Do you think traveling in foreign countries is exciting? Well, it certainly can be, but sometimes as an expat or a globetrotter you get more excitement than you bargained for. Here’s the story of what happened to me and my man and three of our friends when we went on a camping trip in Uganda, East Africa.

Sometimes Stupid Happens

We’re off to jail, a bush prison somewhere in Uganda, not our intended vacation destination. Our passports – three American, one Norwegian and one Dutch (mine) – have been confiscated. Back in Kenya, where we live, no one will miss us for weeks. Cell phones have not yet been invented.

We are young, idealistic and innocent, and we were on our way to go camping and look for big game in Queen Elizabeth National Park. Only we were arrested before we got there.

We’ve been ordered to follow the police car in front of us. We are in our rented Peugeot, the rear window shattered. With a convoy of fifteen big trucks behind us on the narrow road running through the protected game reserve there is no escape possible. Besides, the policeman in charge is armed and dangerous, not to mention drunk out of his skull.

We are silent, the five of us, too stunned to think of what to do.

How did I find myself in this bizarre situation? I could have been in Holland in my mother’s house drinking tea and eating windmill cookies. But no, I had to follow my heart and come out to Africa to be with my beloved American, who is a Peace Corps volunteer in Kenya.

And then I married him, which led me to accompany him and a couple of friends on a camping trip to the game parks in Uganda to admire the elephants, the rhinos, the hippos and crocs in the Nile River.

Hippos in Uganda. Photo by Chrissy Olson

You can be a nice Dutch person, eating cheese and leading a responsible life, and one innocent step at a time you arrive at this moment and before you know it, you’re perishing in an African jail cell.

What kind of place will this jail be, out there in a bush village in deepest western Uganda? I think of this as we follow the police car in front, like lambs to the slaughter. I think of being separated from the others in a cell by myself, of rats and repulsive food and malaria and dysentery and every horror I’ve ever heard of in my life.

“It will be an international incident,” says Norwegian Lillian hopefully. “Three western nations involved.”

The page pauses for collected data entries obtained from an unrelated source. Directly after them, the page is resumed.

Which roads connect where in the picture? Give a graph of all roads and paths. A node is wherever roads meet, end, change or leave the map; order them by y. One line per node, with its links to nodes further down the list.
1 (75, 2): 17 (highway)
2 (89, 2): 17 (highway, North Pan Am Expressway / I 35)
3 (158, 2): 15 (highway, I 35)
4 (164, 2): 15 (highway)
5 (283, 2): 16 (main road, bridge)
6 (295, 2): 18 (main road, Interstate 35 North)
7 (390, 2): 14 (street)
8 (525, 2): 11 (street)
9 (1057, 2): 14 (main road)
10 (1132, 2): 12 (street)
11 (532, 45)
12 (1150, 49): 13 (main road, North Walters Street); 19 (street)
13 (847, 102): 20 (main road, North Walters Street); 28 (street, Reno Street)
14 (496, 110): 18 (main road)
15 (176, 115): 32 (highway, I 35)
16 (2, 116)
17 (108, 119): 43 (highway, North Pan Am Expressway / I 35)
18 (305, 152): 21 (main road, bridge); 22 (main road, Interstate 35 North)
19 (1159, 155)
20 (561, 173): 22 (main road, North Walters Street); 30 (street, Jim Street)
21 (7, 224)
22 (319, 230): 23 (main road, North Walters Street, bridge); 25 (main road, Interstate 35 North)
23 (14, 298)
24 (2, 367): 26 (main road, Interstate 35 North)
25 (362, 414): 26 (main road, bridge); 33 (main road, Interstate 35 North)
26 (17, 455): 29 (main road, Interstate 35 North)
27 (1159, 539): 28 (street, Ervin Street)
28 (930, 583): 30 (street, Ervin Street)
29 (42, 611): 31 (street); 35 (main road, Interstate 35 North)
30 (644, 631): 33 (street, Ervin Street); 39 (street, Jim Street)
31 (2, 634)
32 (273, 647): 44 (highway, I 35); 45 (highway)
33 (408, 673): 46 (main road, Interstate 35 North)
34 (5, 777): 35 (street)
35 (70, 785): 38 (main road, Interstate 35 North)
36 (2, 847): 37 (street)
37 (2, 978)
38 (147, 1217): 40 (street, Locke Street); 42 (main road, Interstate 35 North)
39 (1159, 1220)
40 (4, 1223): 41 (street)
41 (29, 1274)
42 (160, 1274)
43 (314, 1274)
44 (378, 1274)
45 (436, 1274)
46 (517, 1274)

If they ever find us, I answer in silence, the words too terrifying to speak out loud. We may be dead and buried before our Peace Corps friends in Kenya will even miss us.

I squeeze my husband’s hand. We’ve been married six months and maybe we will never sleep in each other’s arms again. You think of these things, you know.

We should not have come here, knowing what we know, but we are young and, okay, stupid. We started our trip a couple of days ago in Nairobi, Kenya. The news on the radio that morning was not good. In Uganda someone had tried to shoot President Obote and the country was in a state of emergency with roadblocks everywhere and heavy security at the borders.

Nothing to do with Americans and Europeans, we all agree that morning. Purely an internal thing. Why call off our trip? Nobody’s going to be interested in the five of us.

Ah, the naïveté of youth. Have we never heard of being in the wrong place at the wrong time?

We ride the train to Kisumu and cross Lake Victoria by boat. On the other side we rent a car, load it with our camping gear and some food and off we go, direction Kampala, the capital.

Slowly.

Roadblocks everywhere. Long lines, lots of waiting. The police and soldiers are not interested in us, as expected. None of them search our car for weapons or suspicious persons.

In Kampala the roads are clogged, but once we are out of the city things ease up a bit. The scenery is spectacular, lush green hills, terraced and cultivated with a variety of crops. How beautiful this place is! How happy we are we didn’t change our plans!

We stop for food in a rustic eatery in a small village and order the local grub: matoke, a starchy dish made from boiled plantain. People are friendly, interested. We laugh, we chat. We are far from the capital and everything here is fine.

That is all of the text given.